PROTEIN TYROSINE PHOSPHORYLATION AND REGULATION OF THE RECEPTOR FOR PLATELET-ACTIVATING-FACTOR IN RAT KUPFFER CELLS - EFFECT OF SODIUM VANADATE

Platelet-activating factor (1-O-alkyl-2-acetyl-sn-glycero-3-phosphocholine, AGEPC) and sodium vanadate (a phosphotyrosine phosphatase inhibitor) induced a time- and concentration-dependent increase in phosphotyrosine in several proteins and stimulated prostaglandin (PG) E2 production in cultured rat Kupffer cells. In addition, vanadate induced a decrease in the surface expression of AGEPC receptors and, as a consequence, inhibited AGEPC-stimulated PGE2 production.
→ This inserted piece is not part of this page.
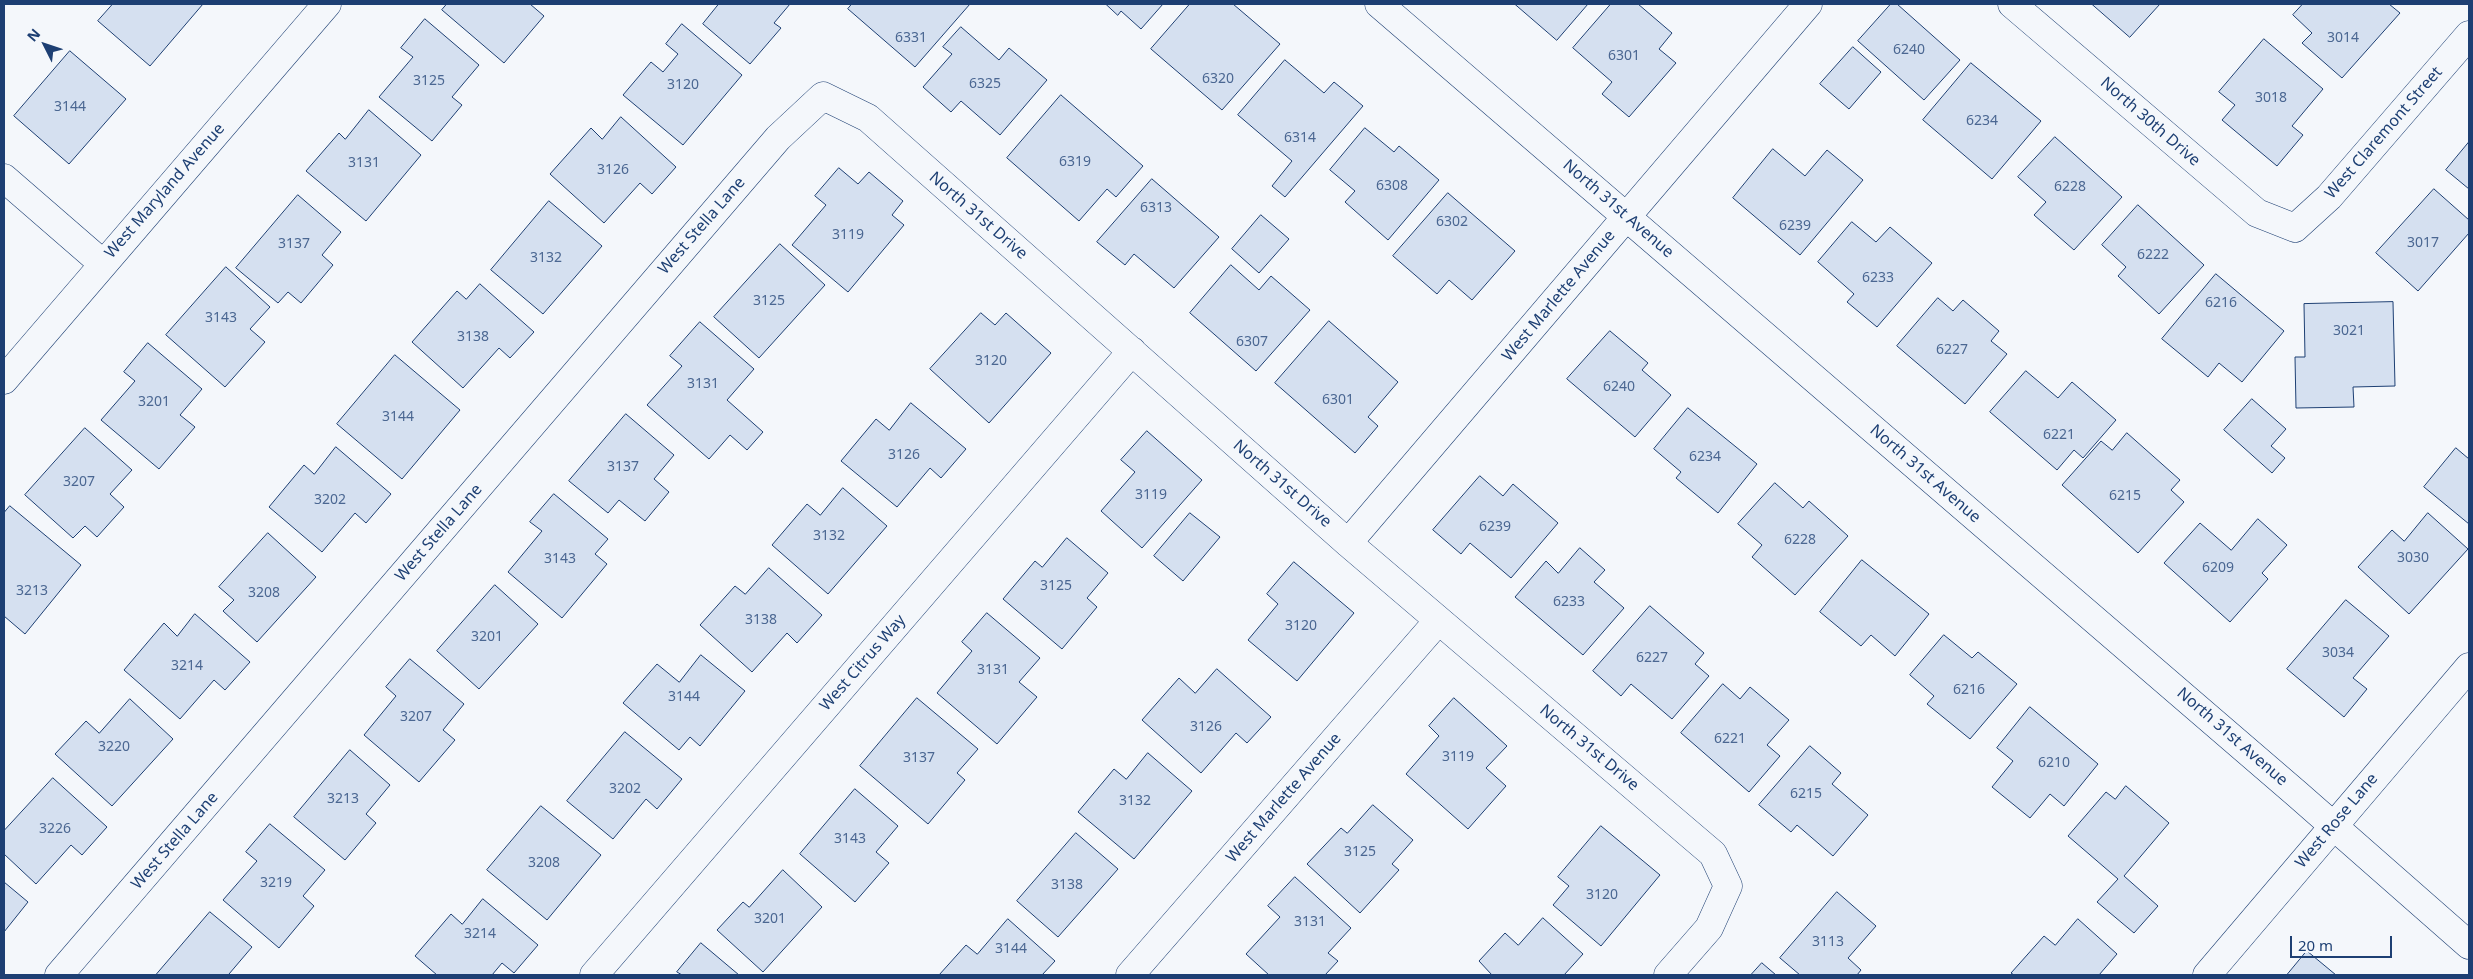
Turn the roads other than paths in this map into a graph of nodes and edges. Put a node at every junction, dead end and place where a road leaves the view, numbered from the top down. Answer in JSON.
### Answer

The vanadate-induced decrease in the surface expression of AGEPC receptors was time- and concentration-dependent and was partially prevented by genistein, a putative tyrosine kinase inhibitor. Upon removal of vanadate from the culture medium and re-incubation of cells in vanadate-free medium, the surface AGEPC receptors were restored within 7 h after the removal of vanadate. Both AGEPC- and vanadate-stimulated PGE2 formation was attenuated by genistein. Thus the present investigation demonstrates that both AGEPC and sodium vanadate stimulate tyrosine phosphorylation of cellular proteins, and vanadate induces a decrease in the number of the surface AGEPC receptors. These results suggest that protein tyrosine phosphorylation may play a role, directly or indirectly, in the regulation of surface expression of AGEPC receptors as well as in PGE2 production in response to vanadate and AGEPC.